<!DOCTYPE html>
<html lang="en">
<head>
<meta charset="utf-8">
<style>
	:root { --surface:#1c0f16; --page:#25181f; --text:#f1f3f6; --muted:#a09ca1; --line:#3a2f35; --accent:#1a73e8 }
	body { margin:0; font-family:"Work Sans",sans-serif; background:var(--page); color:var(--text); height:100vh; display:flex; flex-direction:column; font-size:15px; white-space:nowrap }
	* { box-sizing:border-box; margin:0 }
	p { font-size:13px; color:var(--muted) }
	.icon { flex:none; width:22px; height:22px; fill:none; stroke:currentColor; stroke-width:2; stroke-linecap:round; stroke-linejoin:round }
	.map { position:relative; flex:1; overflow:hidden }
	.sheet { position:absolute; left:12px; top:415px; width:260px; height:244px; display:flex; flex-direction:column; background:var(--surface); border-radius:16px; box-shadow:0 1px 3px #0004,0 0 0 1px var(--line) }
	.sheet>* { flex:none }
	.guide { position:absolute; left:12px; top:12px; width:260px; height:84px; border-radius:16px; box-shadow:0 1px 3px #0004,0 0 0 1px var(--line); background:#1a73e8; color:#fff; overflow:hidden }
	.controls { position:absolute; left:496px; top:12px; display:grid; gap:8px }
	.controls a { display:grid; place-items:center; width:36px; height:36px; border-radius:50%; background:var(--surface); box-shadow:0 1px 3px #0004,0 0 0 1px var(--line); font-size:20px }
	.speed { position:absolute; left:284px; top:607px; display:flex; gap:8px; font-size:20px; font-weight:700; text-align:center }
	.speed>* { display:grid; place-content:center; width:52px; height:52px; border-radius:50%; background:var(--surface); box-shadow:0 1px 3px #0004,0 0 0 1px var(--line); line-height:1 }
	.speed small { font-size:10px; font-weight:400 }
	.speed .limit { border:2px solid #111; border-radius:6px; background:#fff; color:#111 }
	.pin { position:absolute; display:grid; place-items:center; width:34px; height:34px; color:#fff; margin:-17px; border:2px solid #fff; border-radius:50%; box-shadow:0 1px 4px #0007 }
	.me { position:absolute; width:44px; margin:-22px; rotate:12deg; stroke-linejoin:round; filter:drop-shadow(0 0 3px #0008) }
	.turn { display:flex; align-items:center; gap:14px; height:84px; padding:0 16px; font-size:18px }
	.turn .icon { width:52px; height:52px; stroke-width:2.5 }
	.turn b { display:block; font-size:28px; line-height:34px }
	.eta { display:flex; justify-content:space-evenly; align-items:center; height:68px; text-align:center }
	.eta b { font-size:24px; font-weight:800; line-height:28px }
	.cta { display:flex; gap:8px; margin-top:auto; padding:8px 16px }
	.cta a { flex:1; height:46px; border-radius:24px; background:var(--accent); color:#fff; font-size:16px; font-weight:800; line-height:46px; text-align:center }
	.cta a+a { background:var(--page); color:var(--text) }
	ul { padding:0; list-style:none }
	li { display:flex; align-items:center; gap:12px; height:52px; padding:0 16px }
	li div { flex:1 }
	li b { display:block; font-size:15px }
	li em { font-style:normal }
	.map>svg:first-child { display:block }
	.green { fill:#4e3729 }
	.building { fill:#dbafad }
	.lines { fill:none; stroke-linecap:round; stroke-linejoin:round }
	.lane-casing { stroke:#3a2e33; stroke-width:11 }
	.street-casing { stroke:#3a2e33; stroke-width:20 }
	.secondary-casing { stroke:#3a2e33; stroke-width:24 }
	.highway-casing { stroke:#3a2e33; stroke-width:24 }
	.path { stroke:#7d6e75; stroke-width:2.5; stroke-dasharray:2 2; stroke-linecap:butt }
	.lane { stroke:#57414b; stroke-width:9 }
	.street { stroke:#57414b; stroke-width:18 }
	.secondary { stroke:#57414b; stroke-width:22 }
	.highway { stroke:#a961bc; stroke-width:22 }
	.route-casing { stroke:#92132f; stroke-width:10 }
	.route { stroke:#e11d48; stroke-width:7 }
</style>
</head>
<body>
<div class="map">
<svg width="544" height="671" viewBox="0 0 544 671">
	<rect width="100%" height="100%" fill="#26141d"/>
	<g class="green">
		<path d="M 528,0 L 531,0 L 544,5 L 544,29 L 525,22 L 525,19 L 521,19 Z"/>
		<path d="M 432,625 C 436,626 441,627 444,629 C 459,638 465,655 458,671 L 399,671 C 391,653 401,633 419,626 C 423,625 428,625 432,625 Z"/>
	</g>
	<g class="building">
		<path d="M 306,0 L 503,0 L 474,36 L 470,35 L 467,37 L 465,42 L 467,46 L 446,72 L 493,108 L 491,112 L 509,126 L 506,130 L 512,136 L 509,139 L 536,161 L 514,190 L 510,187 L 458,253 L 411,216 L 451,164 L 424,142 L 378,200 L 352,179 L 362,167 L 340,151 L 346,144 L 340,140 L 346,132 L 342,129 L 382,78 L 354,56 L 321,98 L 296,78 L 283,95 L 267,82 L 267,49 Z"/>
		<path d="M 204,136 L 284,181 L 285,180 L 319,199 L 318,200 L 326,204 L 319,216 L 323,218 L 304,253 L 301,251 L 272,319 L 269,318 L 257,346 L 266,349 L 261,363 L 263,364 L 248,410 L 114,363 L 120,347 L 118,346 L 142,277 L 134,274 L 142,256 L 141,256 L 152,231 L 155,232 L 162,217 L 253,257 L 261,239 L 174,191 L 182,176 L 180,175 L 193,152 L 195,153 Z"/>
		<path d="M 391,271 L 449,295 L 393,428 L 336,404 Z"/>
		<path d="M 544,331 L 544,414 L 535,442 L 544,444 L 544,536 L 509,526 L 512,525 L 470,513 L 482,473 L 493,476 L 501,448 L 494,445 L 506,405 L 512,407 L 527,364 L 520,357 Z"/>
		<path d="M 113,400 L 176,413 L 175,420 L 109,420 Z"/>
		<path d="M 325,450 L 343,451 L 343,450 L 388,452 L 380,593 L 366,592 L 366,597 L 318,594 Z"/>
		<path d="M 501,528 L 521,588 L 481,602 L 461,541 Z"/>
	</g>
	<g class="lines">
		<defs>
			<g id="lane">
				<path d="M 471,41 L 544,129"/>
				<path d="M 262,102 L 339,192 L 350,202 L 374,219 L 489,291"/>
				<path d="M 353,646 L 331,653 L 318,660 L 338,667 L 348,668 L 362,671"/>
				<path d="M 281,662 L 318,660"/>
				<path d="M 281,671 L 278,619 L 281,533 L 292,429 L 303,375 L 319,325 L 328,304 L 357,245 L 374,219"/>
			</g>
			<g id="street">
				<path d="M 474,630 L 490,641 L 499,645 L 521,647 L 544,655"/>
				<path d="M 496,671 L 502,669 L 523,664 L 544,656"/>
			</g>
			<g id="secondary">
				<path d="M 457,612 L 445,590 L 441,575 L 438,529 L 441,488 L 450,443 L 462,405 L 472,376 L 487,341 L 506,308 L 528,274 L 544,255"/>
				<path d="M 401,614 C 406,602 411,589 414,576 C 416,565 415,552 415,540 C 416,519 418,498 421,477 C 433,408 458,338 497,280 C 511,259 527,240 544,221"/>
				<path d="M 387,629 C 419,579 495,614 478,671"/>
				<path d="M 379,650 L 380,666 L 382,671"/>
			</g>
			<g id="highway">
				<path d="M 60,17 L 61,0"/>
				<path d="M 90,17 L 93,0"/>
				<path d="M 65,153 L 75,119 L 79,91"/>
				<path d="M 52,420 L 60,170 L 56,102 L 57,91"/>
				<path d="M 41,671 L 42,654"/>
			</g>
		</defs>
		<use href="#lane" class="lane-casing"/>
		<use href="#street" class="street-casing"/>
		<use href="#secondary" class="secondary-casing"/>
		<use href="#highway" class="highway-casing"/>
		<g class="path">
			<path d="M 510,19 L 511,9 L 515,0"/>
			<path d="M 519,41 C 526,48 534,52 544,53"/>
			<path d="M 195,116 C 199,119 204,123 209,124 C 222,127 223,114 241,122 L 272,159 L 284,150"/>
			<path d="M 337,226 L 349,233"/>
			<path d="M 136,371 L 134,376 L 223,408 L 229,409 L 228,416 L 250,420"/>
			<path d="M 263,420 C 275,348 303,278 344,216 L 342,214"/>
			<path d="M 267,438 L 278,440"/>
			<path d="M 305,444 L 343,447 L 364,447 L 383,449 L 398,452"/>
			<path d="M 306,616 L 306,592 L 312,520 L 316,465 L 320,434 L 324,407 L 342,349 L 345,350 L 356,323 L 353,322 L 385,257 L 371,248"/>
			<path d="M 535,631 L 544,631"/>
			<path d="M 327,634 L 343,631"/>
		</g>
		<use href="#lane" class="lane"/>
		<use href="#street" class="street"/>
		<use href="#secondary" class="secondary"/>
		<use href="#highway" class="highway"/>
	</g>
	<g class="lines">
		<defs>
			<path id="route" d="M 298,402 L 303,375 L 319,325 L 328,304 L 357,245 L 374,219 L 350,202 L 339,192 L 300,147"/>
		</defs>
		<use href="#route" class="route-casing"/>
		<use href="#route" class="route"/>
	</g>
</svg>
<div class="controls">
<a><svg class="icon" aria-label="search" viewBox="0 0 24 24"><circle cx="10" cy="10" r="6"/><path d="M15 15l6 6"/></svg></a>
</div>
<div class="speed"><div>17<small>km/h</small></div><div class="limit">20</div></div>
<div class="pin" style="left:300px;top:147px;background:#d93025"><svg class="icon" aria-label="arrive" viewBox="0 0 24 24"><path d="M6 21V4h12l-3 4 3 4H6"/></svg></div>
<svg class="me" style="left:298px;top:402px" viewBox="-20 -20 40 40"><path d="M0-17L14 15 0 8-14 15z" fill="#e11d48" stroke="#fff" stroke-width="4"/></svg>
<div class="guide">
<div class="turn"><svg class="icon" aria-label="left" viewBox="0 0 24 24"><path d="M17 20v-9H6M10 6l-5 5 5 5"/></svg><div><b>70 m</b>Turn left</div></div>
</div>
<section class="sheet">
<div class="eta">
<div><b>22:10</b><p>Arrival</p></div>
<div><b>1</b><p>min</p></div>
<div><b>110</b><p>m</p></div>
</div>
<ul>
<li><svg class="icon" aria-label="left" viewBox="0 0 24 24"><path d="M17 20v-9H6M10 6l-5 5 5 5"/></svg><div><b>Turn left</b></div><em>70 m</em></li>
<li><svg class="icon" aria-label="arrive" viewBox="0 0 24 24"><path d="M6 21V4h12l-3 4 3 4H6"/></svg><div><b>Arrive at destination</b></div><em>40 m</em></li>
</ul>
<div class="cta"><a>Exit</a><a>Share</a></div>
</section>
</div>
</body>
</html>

================

YOUR TASK:
From the listing above, copy every line that holds the string "small".

SOLUTION FOR THIS TASK:
	.speed small { font-size:10px; font-weight:400 }
<div class="speed"><div>17<small>km/h</small></div><div class="limit">20</div></div>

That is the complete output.